Leslie Feinberg on why she transitioned

The following is a quote from Transgender Warriors by Leslie Feinberg, page 12–13

“When factories were humming with production during the war years – and many young men were being shipped to Vietnam – everyone was considered employable. But as the boom economy receded during the early 1970s, we stood in block-long lines just to get a job application. If I forgot for a moment just how “different” I was, the recession reminded me. I was considered far too masculine a woman to get a job in a store, or a restaurant, or an office.

I couldn’t survive without working. So one day I put on a femme friend’s wig and earrings and tried to apply for a job as a salesperson at a downtown retail store. On the bus ride to the interview, people stood rather than sit next to me. They whispered and pointed and stared. “Is that a man?” one woman asked her friend, loud enough for us all to hear.

The experience taught me an important lesson. The more I tried to wear clothing or styles considered appropriate for women, the more people believed I was a man trying to pass as a woman. I began to understand that I couldn’t conceal my gender expression.

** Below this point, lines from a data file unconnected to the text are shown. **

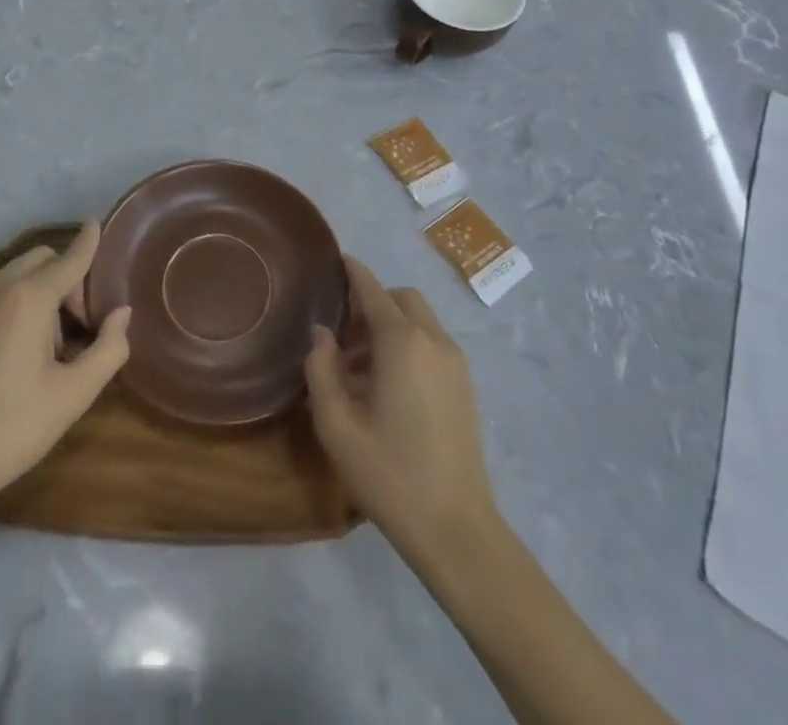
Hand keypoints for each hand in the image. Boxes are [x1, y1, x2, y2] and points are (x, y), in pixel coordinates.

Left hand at [0, 221, 130, 520]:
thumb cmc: (9, 429)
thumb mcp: (72, 395)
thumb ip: (108, 349)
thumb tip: (121, 314)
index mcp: (29, 298)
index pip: (69, 258)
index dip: (88, 242)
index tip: (98, 223)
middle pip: (41, 260)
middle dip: (66, 279)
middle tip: (78, 325)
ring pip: (15, 276)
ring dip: (39, 292)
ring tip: (46, 347)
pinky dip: (13, 303)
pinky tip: (13, 353)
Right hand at [305, 257, 497, 566]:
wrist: (456, 528)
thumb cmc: (389, 474)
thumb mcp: (337, 425)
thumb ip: (322, 370)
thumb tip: (322, 335)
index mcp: (402, 342)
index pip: (373, 290)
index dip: (353, 272)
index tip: (336, 259)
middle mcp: (433, 340)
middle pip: (401, 299)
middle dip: (371, 303)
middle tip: (342, 335)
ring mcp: (455, 363)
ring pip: (419, 321)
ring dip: (390, 326)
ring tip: (359, 369)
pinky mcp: (465, 385)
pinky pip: (432, 344)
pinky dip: (408, 345)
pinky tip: (388, 387)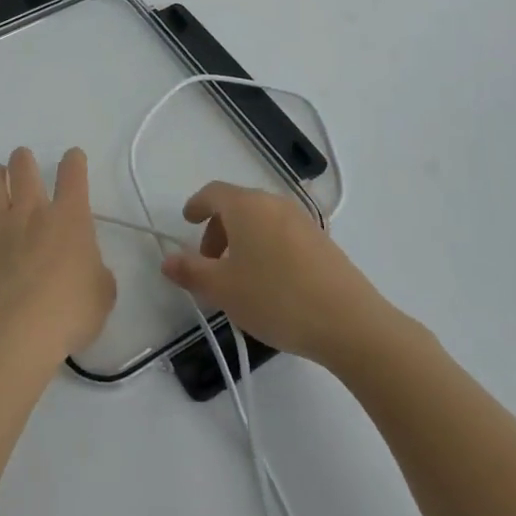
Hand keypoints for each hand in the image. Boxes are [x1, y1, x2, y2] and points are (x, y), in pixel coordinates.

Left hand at [0, 147, 116, 369]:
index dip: (74, 161)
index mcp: (69, 219)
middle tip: (25, 167)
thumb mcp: (102, 297)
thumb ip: (97, 273)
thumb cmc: (65, 317)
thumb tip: (87, 269)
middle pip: (23, 166)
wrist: (10, 338)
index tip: (73, 159)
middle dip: (25, 160)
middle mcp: (30, 211)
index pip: (73, 174)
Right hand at [159, 182, 388, 365]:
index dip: (196, 205)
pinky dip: (266, 246)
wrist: (349, 322)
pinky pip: (282, 233)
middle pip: (238, 205)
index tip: (187, 221)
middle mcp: (275, 203)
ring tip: (239, 276)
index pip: (213, 193)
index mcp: (247, 206)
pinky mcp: (322, 241)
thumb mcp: (223, 289)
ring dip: (243, 239)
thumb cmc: (276, 299)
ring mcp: (303, 220)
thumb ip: (191, 272)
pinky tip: (270, 282)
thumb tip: (167, 260)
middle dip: (218, 228)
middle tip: (209, 261)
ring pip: (262, 220)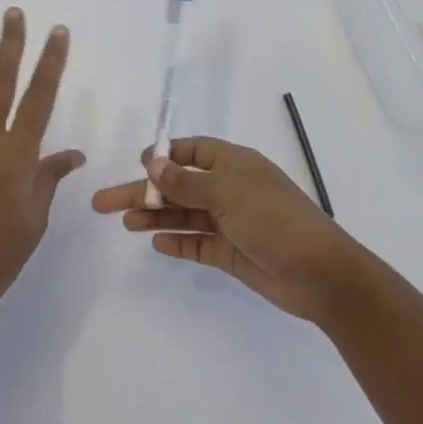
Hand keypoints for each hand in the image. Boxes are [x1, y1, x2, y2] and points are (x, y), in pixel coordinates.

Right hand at [91, 136, 364, 323]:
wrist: (318, 272)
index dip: (165, 155)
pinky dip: (178, 242)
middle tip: (104, 202)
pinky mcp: (231, 253)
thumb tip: (153, 163)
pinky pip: (197, 244)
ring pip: (184, 215)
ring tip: (124, 223)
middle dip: (145, 191)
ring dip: (155, 216)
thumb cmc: (272, 219)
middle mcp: (230, 189)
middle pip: (179, 185)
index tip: (138, 164)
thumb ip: (186, 181)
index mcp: (234, 164)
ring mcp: (231, 222)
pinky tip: (156, 242)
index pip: (194, 151)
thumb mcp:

So I tried another experiment. I called one of the older butches who I knew passed as a man on a construction gang. She lent me a pair of paste-on theatrical sideburns. After gluing them on, I drove to the Albright-Knox Art Gallery. As I walked around, nobody seemed to stare. That was an unusual experience and a relief. I allowed my voice to drop to a comfortably low register and chatted with one of the guards about the job situation. He told me there was an opening for a guard and suggested I apply. An hour later, the supervisor who interviewed me told me I seemed like a “good man” and hired me on the spot. I was suddenly acceptable as a human being. The same gender expression that made me hated as a woman, made me seem like a good man.

My life changed dramatically the moment I began working as a man. I was free of the day-in, day-out harassment that had pursued me. But I also lived in constant terror as a gender outlaw. What punishments would I face when I was discovered? The fear moved me to make a complex decision: I decided to begin taking male hormones, prescribed to me by a local sex-reassignment program. Through this program, I also located a surgeon who would do a breast reduction. Shaping my body was something I had long wanted to do and I’ve never had any regrets. But I started taking hormones in order to pass. A year after beginning hormone shots, I sprouted a full, colorful beard that provided me with a greater sense of safety – on the job and off. With these changes, I explored yet another facet of my trans identity.”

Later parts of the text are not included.